Inheritance tax in Spain - the details

Rates of inheritance tax in Spain are complex, and there are several factors outside the scope of this article. You should always seek professional advice if planning your tax affairs and treat this information as an outline guide only.

The allowances and the tax rates vary depending on the Group the beneficiary falls into. The figures below are the national tax rates, set at the time of the new laws coming into force in 2015, and remain current as of April 2017. Allowances may vary according to the local authority.

Who is covered Tax free allowance Tax liability multiplier
Group 1
  • Natural and adopted children under 21
€15956 + €3990 / year under the age of 21. Limit: €47858 1.000
Group 2
  • Natural and adopted children aged 21 and over
  • GrandchildrenParents, grandparents etc
  • SpousesUnmarried partners registered as a de facto spouse (pareja de hecho) in certain regions
€15956 1.000
Group 3
  • In-laws Stepchildren
  • Cousins
  • Nieces and nephews
  • Aunts and uncles
  • Sisters and brothers
€7993 1.5882
Group 4 All others including unmarried partners, unless registered as pareja de hecho in certain regions Not applicable 2.000

*Details from inspain.today website, correct as at April 2017

To calculate the tax liability in a particular circumstance, you first subtract any allowance available based on the heir’s relationship to the donor.

For any remaining inheritance above this amount, tax is applied according to the staggered table of taxation by amount, before being multiplied by the group level multiplier above.
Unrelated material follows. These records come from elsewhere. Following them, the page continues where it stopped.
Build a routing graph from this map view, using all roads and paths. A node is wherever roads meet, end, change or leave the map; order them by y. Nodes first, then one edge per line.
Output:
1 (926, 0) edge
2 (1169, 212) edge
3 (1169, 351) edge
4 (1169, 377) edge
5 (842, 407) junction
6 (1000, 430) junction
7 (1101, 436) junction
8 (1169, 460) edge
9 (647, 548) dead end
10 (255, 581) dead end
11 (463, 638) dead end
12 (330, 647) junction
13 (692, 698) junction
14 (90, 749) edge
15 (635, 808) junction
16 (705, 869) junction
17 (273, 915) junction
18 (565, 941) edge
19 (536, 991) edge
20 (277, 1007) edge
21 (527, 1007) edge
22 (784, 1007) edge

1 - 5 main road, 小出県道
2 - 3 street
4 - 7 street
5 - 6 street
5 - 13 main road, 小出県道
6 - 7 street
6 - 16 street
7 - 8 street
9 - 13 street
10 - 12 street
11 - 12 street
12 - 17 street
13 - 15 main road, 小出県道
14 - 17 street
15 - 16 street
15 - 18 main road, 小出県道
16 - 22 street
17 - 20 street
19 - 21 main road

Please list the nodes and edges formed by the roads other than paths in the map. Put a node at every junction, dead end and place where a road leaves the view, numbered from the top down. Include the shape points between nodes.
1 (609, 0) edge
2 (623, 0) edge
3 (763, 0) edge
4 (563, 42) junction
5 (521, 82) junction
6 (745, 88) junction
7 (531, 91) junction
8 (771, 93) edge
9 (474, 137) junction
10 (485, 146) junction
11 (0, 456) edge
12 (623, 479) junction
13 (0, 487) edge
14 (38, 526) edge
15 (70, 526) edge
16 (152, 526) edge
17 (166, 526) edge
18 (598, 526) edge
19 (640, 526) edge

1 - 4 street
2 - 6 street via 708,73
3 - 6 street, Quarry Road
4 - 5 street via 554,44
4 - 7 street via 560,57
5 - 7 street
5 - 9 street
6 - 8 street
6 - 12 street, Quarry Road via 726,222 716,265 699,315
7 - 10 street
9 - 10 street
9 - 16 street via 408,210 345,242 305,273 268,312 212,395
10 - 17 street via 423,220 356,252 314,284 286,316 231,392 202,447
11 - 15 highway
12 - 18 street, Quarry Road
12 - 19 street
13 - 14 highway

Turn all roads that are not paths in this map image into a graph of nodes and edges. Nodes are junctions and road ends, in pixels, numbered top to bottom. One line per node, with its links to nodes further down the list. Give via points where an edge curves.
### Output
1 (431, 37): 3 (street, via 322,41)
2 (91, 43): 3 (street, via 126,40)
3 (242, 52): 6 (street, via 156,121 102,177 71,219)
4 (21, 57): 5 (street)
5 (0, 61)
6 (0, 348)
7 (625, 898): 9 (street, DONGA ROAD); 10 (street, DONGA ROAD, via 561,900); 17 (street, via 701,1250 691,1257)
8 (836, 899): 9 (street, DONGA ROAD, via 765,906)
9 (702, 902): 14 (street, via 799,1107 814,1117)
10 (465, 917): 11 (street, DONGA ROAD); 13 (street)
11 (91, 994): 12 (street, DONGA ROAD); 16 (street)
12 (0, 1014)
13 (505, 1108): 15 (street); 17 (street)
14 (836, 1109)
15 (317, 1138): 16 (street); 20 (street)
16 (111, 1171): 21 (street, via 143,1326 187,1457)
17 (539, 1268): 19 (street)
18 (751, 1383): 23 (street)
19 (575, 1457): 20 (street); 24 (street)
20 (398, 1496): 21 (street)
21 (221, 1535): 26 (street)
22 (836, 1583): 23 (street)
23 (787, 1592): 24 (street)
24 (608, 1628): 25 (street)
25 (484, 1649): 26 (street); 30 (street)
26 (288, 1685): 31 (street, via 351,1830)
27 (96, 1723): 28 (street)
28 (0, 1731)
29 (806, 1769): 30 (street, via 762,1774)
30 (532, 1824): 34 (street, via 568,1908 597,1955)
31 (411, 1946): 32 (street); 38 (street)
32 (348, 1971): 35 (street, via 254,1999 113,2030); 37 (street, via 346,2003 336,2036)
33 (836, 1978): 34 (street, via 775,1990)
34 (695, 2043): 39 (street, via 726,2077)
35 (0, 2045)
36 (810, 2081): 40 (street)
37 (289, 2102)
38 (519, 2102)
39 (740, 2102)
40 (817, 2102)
For granular detail of tax liability by inheritance amount please see the table provided here.

Other considerations in Spanish Inheritance Tax

There are several other things to consider if you're planning your tax in Spain.

It's helpful to understand the concept of a ‘usufruct’ if you own a property in Spain. A usufruct is where an heir, often the surviving spouse, receives a ‘life interest’ over assets, such as the family home, instead of inheriting a direct share of the property. This means that full ownership of the house can ultimately pass to the children without further tax, and the surviving spouse can still live in the property free for the rest of their lifetime.

It may also be possible for non-Spanish nationals to make a Spanish will leaving their assets as they wish under the law of their own country. This approach is not uncommon but can be contested - seek professional advice if you think this approach might work for you.

Calculating inheritance tax in Spain involves several stages, and can vary depending on a number of local factors. If you've just lost a loved one, then professional advice is crucial to help you navigate the complexities of the system - and if you own property in Spain, or are a ‘habitual resident’, getting professional advice now, to help plan your tax liabilities is a smart move. Then you can sit back, relax, and get on with the important business of enjoying your time in sunny Spain.